Opinion
Case No. 2D14-5977
01-17-2018
Howard L. Dimmig, II, Public Defender, and Maureen E. Surber, Assistant Public Defender, Bartow, for Appellant. Pamela Jo Bondi, Attorney General, Tallahassee, for Appellee.
NOT FINAL UNTIL TIME EXPIRES TO FILE REHEARING MOTION AND, IF FILED, DETERMINED Appeal from the Circuit Court for Charlotte County; Amy R. Hawthorne, Judge. Howard L. Dimmig, II, Public Defender, and Maureen E. Surber, Assistant Public Defender, Bartow, for Appellant. Pamela Jo Bondi, Attorney General, Tallahassee, for Appellee. LaROSE, Chief Judge.
In this Anders appeal, Norris Hubbard, Jr., seeks review of his judgment and sentences for possession and sale of cocaine. We have jurisdiction. See Fla. R. App. P. 9.140(b)(1)(A), (F). The trial court sentenced Mr. Hubbard to concurrent terms of fifteen years' imprisonment on the sale and five years' imprisonment for the possession. The trial court designated him a habitual felony offender (HFO) for both offenses. We affirm because our independent review of the record has not uncovered any preserved errors warranting reversal.
The HFO designation for Mr. Hubbard's possession offense is improper. Under section 775.084(1)(a)(3), Florida Statutes (2013), a defendant is subject to enhanced HFO sentencing when "[t]he felony for which the defendant is to be sentenced . . . is not a violation of [section] 893.13 relating to the . . . possession of a controlled substance." See also Coleman v. State, 927 So. 2d 1048, 1048 (Fla. 2d DCA 2006) ("Section 775.084(1)(a)(3) . . . precludes sentencing a defendant as a habitual felony offender for violating section 893.13 relating to purchase or possession of a controlled substance."); Virgil v. State, 884 So. 2d 373, 373-74 (Fla. 2d DCA 2004) (holding that a defendant may not be sentenced as a HFO for the offense of possession of a controlled substance); Roberts v. State, 753 So. 2d 136, 137 (Fla. 2d DCA 2000) ("Only drug offenses relating to the purchase or the possession of controlled substances are exempt from habitualization; defendants sentenced for offenses relating to the sale of narcotics do not enjoy the benefit of this statutory exemption.").

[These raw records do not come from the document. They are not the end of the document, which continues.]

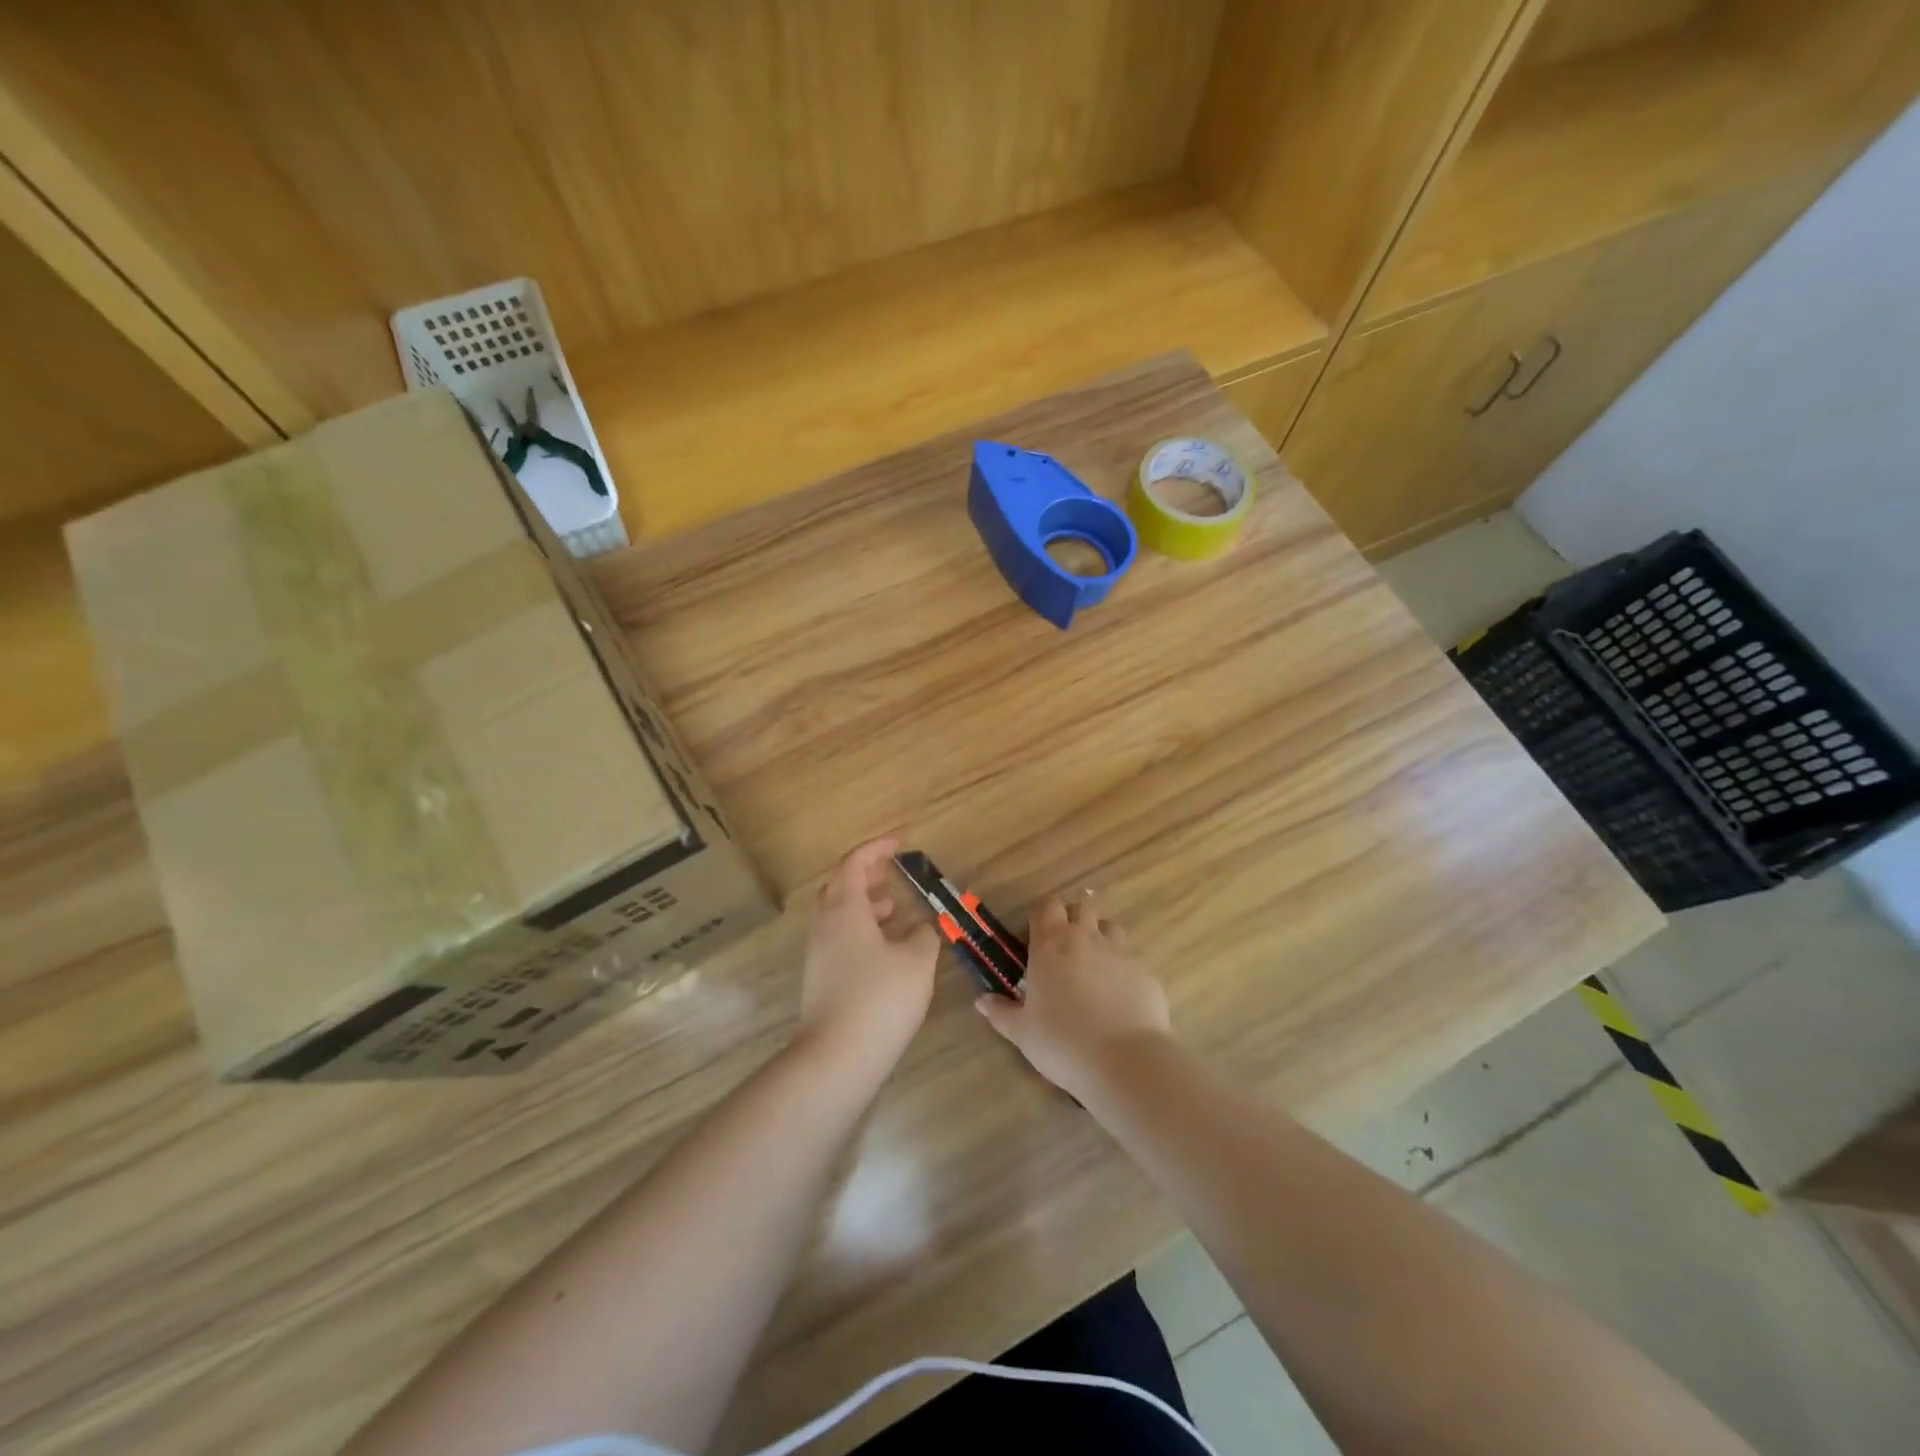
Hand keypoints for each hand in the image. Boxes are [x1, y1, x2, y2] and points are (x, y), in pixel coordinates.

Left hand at [797, 838, 939, 1079]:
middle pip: (840, 886)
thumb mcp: (916, 962)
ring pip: (839, 915)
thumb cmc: (880, 998)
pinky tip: (886, 949)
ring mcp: (819, 954)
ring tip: (894, 907)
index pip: (854, 863)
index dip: (876, 849)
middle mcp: (826, 925)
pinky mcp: (821, 978)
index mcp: (845, 909)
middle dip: (866, 874)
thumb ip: (924, 936)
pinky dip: (862, 929)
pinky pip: (840, 938)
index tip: (898, 844)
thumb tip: (922, 927)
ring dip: (864, 904)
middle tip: (891, 870)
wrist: (837, 1057)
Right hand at [975, 890, 1171, 1099]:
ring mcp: (1120, 952)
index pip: (1047, 906)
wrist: (1124, 1060)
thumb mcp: (1022, 1032)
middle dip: (1073, 918)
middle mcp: (1086, 938)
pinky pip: (1132, 958)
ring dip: (1101, 936)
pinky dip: (1123, 968)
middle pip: (1081, 907)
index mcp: (1051, 944)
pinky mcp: (1146, 971)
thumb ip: (1001, 1012)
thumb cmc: (1062, 1042)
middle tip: (1065, 947)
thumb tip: (981, 1002)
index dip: (1043, 915)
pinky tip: (1119, 995)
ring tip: (1094, 965)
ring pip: (1110, 927)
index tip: (1037, 935)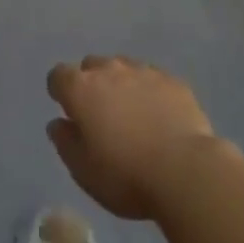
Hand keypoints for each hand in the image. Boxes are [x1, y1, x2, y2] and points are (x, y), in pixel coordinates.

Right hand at [46, 57, 226, 220]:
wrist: (185, 171)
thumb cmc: (125, 175)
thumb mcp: (83, 170)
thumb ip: (65, 142)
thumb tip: (58, 123)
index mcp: (81, 88)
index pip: (58, 76)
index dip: (60, 92)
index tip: (69, 113)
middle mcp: (109, 69)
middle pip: (91, 66)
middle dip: (91, 84)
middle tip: (101, 116)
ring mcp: (143, 71)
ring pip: (123, 68)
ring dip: (121, 85)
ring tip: (133, 115)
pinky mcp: (172, 81)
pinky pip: (153, 79)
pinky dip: (150, 92)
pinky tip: (160, 117)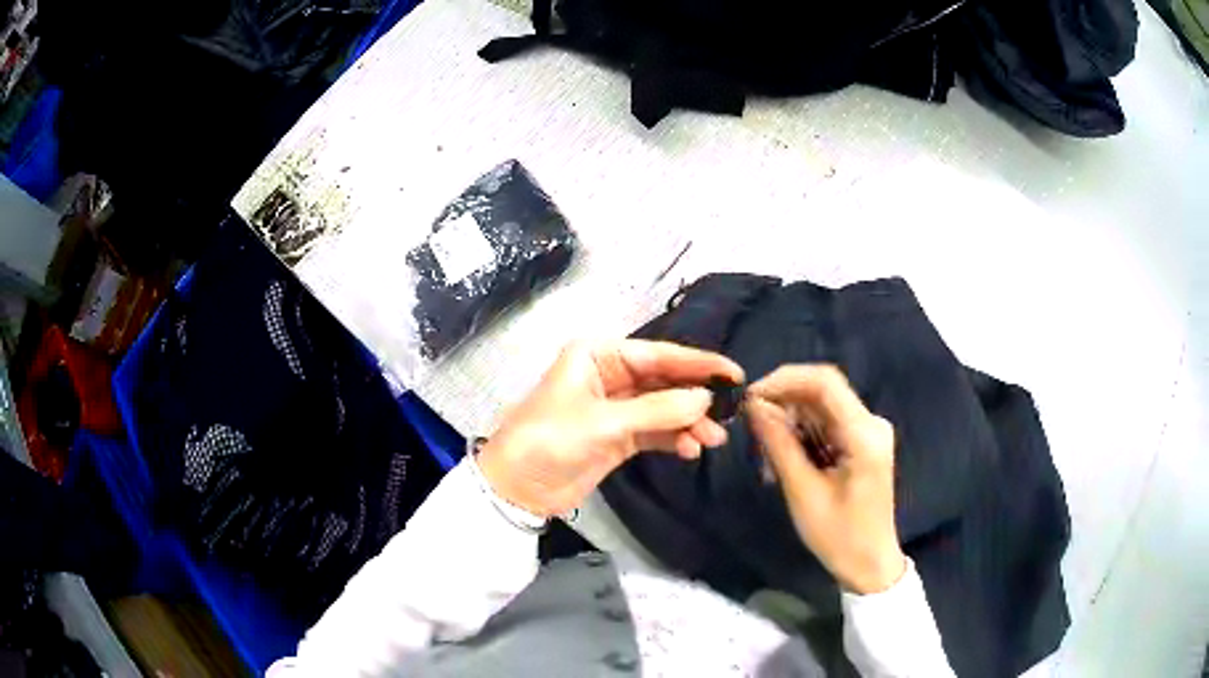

However, the record reflects an absence of objection from trial counsel during sentencing. Furthermore, Anders counsel failed to either correct the error or preserve it for our review via a motion to correct sentencing error under Florida Rule of Criminal Procedure 3.800(b). See Woodard v. State, 6 So. 3d 726, 727 (Fla. 2d DCA 2009) ("Woodard did not preserve this issue for appellate review because she did not object or file a motion to correct sentence pursuant to Florida Rule of [Criminal] Procedure 3.800(b)."); Young v. State, 988 So. 2d 1128, 1129 (Fla. 2d DCA 2008) ("However, we may not address this sentencing error on direct appeal because Mr. Young did not preserve this issue for appellate review by objecting during the sentencing hearing or by filing a motion in accordance with Florida Rule of Criminal Procedure 3.800(b).").
Therefore, although we affirm Mr. Hubbard's judgment and sentences, we do so without prejudice to his right to file an appropriate postconviction motion addressing his sentence on the possession count. See Lyons v. State, 148 So. 3d 127, 127 (Fla. 2d DCA 2014) (affirming unpreserved sentencing error without prejudice to appellant's right to file appropriate postconviction motion).
Affirmed. LUCAS and BADALAMENTI, JJ., Concur.
Anders v. California, 386 U.S. 738 (1967).